S'interrogeant sur les raisons de cette primauté, Danièle Granet et Catherine Lamour dressent l'hypothèse que celle-ci résulte du double statut du méga collectionneur français, simultanément grand amasseur d'art et actionnaire de la prestigieuse salle de vente Christie's. Les auteures soulignent en effet que ni ses deux musées vénitiens, ni les objets collectionnés ne dépassent en valeurs, financières comme esthétiques, celles de quelques autres collectionneurs milliardaires. Mais selon elles, la valeur ajoutée par Christie's est incommensurable en quantité et en qualité d'informations.

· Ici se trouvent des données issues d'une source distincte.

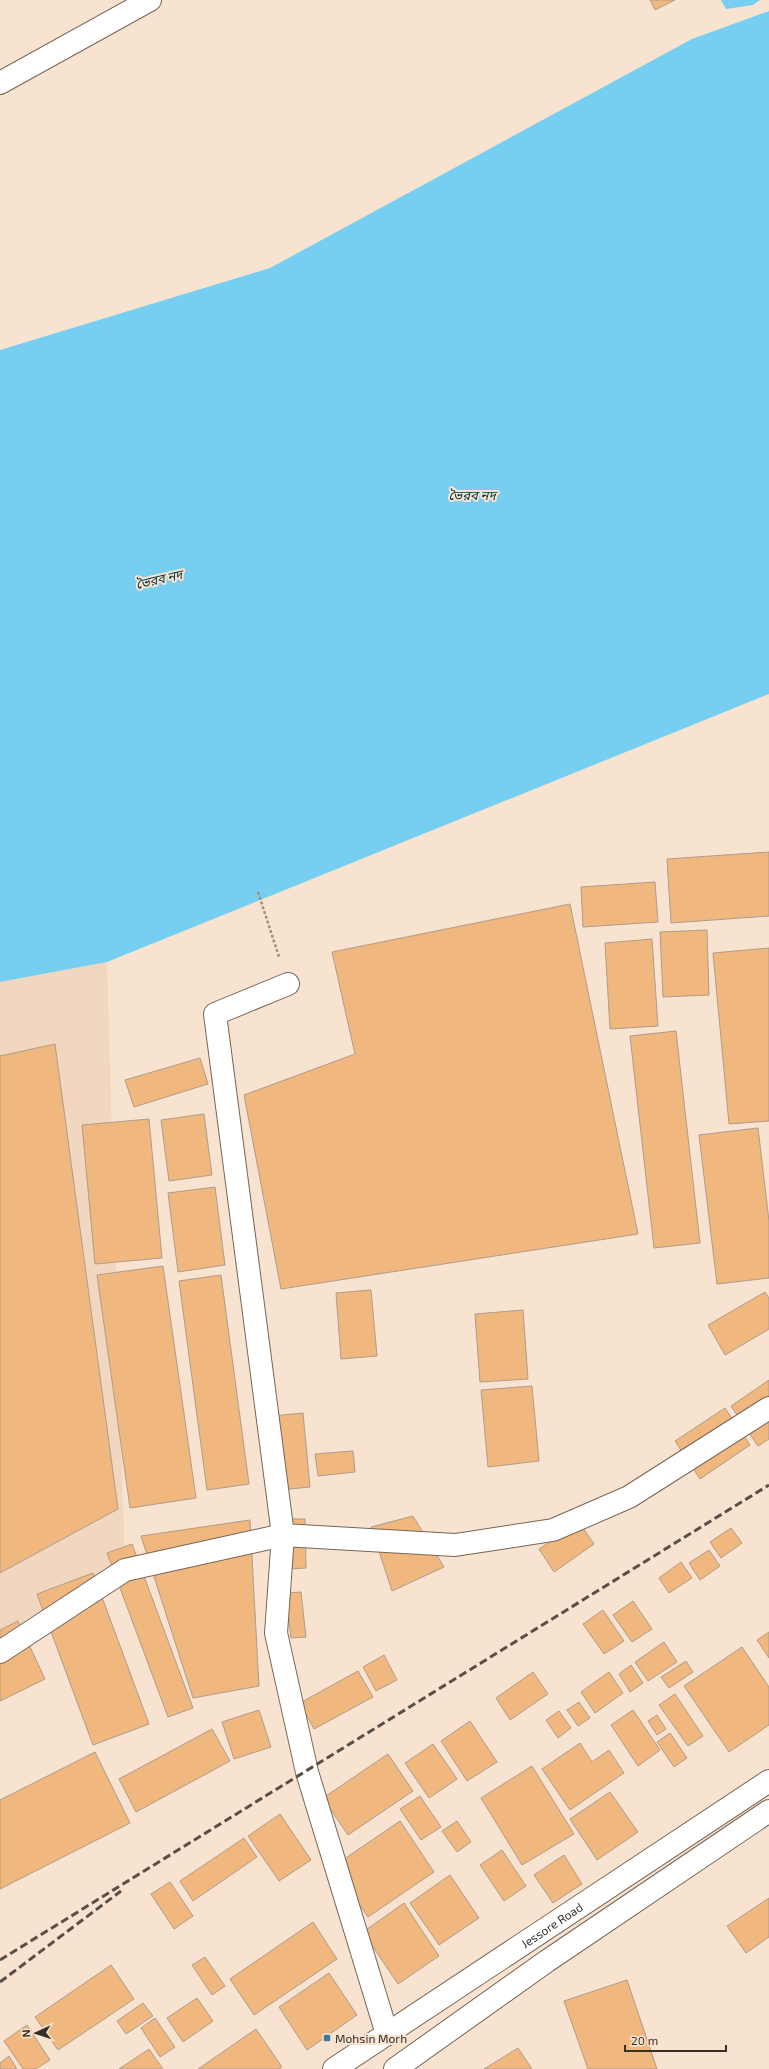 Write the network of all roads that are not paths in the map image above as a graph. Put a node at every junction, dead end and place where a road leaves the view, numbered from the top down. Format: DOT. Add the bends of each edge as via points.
graph roads {
  1 [pos="150,0"];
  2 [pos="0,83"];
  3 [pos="288,984"];
  4 [pos="769,1408"];
  5 [pos="283,1535"];
  6 [pos="1,1650"];
  7 [pos="769,1781"];
  8 [pos="769,1811"];
  9 [pos="387,2034"];
  10 [pos="334,2069"];
  11 [pos="395,2069"];
  1 -- 2 [label="main road"];
  3 -- 5 [label="main road" via="215,1014"];
  4 -- 5 [label="main road" via="629,1497 553,1530 455,1545"];
  5 -- 6 [label="main road" via="125,1570"];
  5 -- 9 [label="main road" via="276,1633 307,1772"];
  7 -- 9 [label="main road, Jessore Road"];
  8 -- 11 [label="main road" via="547,1960"];
  9 -- 10 [label="main road, Jessore Road"];
}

« L'information est stratégique dans l'univers des grands collectionneurs mondiaux, puisque tous cherchent la même chose : les œuvres de référence des artistes établis ou de ceux qui sont en passe de l'être. Tous veulent savoir quel artiste va devenir tendance. Savoir où se trouvent les meilleures œuvres des artistes à succès. Savoir qui sera vendeur ou acheteur. Tous sont aux aguets. » (Danièle Granet et Catherine Lamour,
Grands et petits secrets du monde de l'art, Fayard, Paris, 2010, p. 71).
Mais il y a plus. François Pinault s'engage dans l'art dont il admire la vocation sacrée, car celui-ci lui fournit une belle introduction pour entrer de plain-pied dans un univers non matérialiste qui le ravit et qui agit en compensation de ses actions d'homme d'affaires avisé. Certaines des pièces qu'il collectionne ne visent-elles pas le dépouillement et le minimalisme ! Ce sont celles qu'il dit affectionner le plus. Ainsi, lors d'une interview en juin 2011 ne déclarait-il pas au magazine mensuel La Revue:
« La passion pour l'art est, comme pour les croyants, très religieuse. L'art unit les gens, son message est d'une humanité naturelle. Comme d'autres prient à l'église, l'art est devenu ma religion. C'est une banalité, mais vous ne possédez pas l'art, il vous possède. C'est comme tomber amoureux ».
Question de réputation ou réel amour passionné pour l'art ? Comment répondre quand on est d'un naturel taciturne?